Integrate Azure SAML SSO with LearnUpon

Summary

Set up an integration between Azure (https://azure.microsoft.com/en-us/) and LearnUpon. Azure is a robust cloud computing solution.

SSO integration is available depending on your LearnUpon plan.

Azure's integration provides Single Sign-On (SSO) capacity:

• Users create a single set of credentials with Azure.
• Azure lets users log in to many applications, including LearnUpon, with these credentials.
• Azure keeps users' login details separate from their LearnUpon usage data.

Azure never "sees" or records what courses users take, or their course outcomes. The Azure integration only provides access to their LearnUpon account. Adding Azure as a login option means LearnUpon admins can manage users in a centralized location

Prerequisites

To set up Azure SAML SSO you need:

• SAML SSO enabled for your portal - see Set up SAML SSO for your portal
• An Azure account with Administrator permissions

Setting up Azure

From your Azure Portal Dashboard:

• In the top search bar, search for Enterprise Applications
  
  • Or, select Enterprise Applications from the left-hand menu
• Select New Application
  
• In the search bar, enter LearnUpon
• Select the LearnUpon App
• Select the blue Add app button

On the Enterprise Application > LearnUpon - Overview page select Set up single sign on:

• Select SAML as the Single Sign On Type
• Select Edit in the 1. Basic SAML Configuration box
  
  • Identifier to:

    https://yourportal.learnupon.com

  • Set Reply URL to:

    https://yourportal.learnupon.com/saml/consumer

  • Set Sign on URL, Relay State, and Logout URL to a blank field
  • Select Save
• Select Edit in the 3. SAML Signing Certificate box
  
  • Set Signing Option to Sign SAML Assertion
  • Set Signing Algorithm to SHA-1
    
  • This page also contains the X509 Certificate Thumbprint/ Fingerprint
    • The Thumbprint will be added to your LearnUpon settings
  • Select Save

Redirect URI

You can set a redirect_uri parameter with SSO, to redirect SSO users to a specific a web address after they log in.

Redirect the user to your catalog

https://yourportal.learnupon.com/saml/init?redirect_uri=/catalog 

Redirect to a specific course on the catalog

https://yourportal.learnupon.com/saml/init?redirect_uri=/catalog/{course_id}

This example requires the destination course's ID in LearnUpon. You can extract {course_id} from our API, or you might have the IDs stored on your own site.

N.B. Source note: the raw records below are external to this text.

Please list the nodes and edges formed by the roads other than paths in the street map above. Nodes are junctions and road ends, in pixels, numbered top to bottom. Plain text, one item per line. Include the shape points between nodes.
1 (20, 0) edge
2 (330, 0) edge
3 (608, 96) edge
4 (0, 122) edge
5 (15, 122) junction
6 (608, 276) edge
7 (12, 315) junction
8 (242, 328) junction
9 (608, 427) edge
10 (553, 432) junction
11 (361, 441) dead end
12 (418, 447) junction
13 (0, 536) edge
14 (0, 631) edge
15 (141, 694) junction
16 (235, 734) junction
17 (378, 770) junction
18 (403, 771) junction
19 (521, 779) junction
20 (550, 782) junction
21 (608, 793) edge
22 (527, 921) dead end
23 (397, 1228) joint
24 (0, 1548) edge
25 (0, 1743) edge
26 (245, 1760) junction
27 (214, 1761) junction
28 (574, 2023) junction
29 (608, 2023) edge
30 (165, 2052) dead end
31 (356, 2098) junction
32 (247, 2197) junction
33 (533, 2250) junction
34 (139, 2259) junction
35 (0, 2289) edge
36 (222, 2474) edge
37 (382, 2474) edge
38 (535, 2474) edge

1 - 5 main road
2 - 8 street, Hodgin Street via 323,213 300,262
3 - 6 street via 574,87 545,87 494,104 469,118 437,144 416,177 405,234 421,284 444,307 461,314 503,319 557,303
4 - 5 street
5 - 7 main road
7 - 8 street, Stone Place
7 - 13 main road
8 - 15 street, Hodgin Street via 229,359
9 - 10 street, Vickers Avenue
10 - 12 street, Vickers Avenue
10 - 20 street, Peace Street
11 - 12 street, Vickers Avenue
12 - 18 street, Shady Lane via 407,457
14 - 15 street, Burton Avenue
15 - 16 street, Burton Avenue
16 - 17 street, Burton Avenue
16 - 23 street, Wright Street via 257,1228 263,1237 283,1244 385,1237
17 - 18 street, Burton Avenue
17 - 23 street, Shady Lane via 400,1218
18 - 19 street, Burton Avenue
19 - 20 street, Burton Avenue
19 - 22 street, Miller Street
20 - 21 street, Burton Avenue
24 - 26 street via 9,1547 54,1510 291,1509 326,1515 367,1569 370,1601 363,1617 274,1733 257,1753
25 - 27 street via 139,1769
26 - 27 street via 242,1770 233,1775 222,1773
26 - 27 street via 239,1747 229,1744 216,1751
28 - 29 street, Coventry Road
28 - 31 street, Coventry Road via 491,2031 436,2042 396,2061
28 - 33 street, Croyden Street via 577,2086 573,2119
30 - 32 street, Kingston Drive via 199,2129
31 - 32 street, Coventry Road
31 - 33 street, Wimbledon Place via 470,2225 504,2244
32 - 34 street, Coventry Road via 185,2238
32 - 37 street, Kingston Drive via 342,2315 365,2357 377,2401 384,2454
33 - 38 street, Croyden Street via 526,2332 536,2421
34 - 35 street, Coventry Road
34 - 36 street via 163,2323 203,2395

Launch a specific course for the user

https://yourportal.learnupon.com/saml/init?redirect_uri=/enrollments/{enrollment_id}

This example requires the enrollment ID that you want to launch: the application generates this identifier when you enroll users. You can extract {enrollment_id} from our API for a user. 

Tip:​ To launch the course description page when the enrollment starts, add %3Fvd%3D1 to the end of your redirect_uri, which sends LearnUpon a redirect parameter of ?vd=1.

Redirect the user to your store

https: //yourportal.learnupon.com/saml/init?redirect_uri=/store 

Redirect to a specific course on the store

https://yourportal.learnupon.com/saml/init?redirect_uri=/store/{course_id} 

This example requires the destination course's ID in LearnUpon. You can extract {course_id} from our API,  or you might have the IDs stored on your own site.

Disable login page

See: Set up SAML SSO for your portal

If you select Disable portal login page in Settings > Integrations> SAML SSO > General Settings, you can still access the portal login page by adding users/sign_in?no_sso=true to the standard portal URL. For example: 

companyname.learnupon.com/users/sign_in?no_sso=true

Note: when you log in through SSO, you are authenticated for a single portal, rather than all your portals.

The portal switcher in your top navigation bar shows only the portals where you are already logged in. To retain access to all your portals through the portal switcher, log in through the LearnUpon sign-in page, by adding users/sign_in?no_sso=true suffix to your portal URL.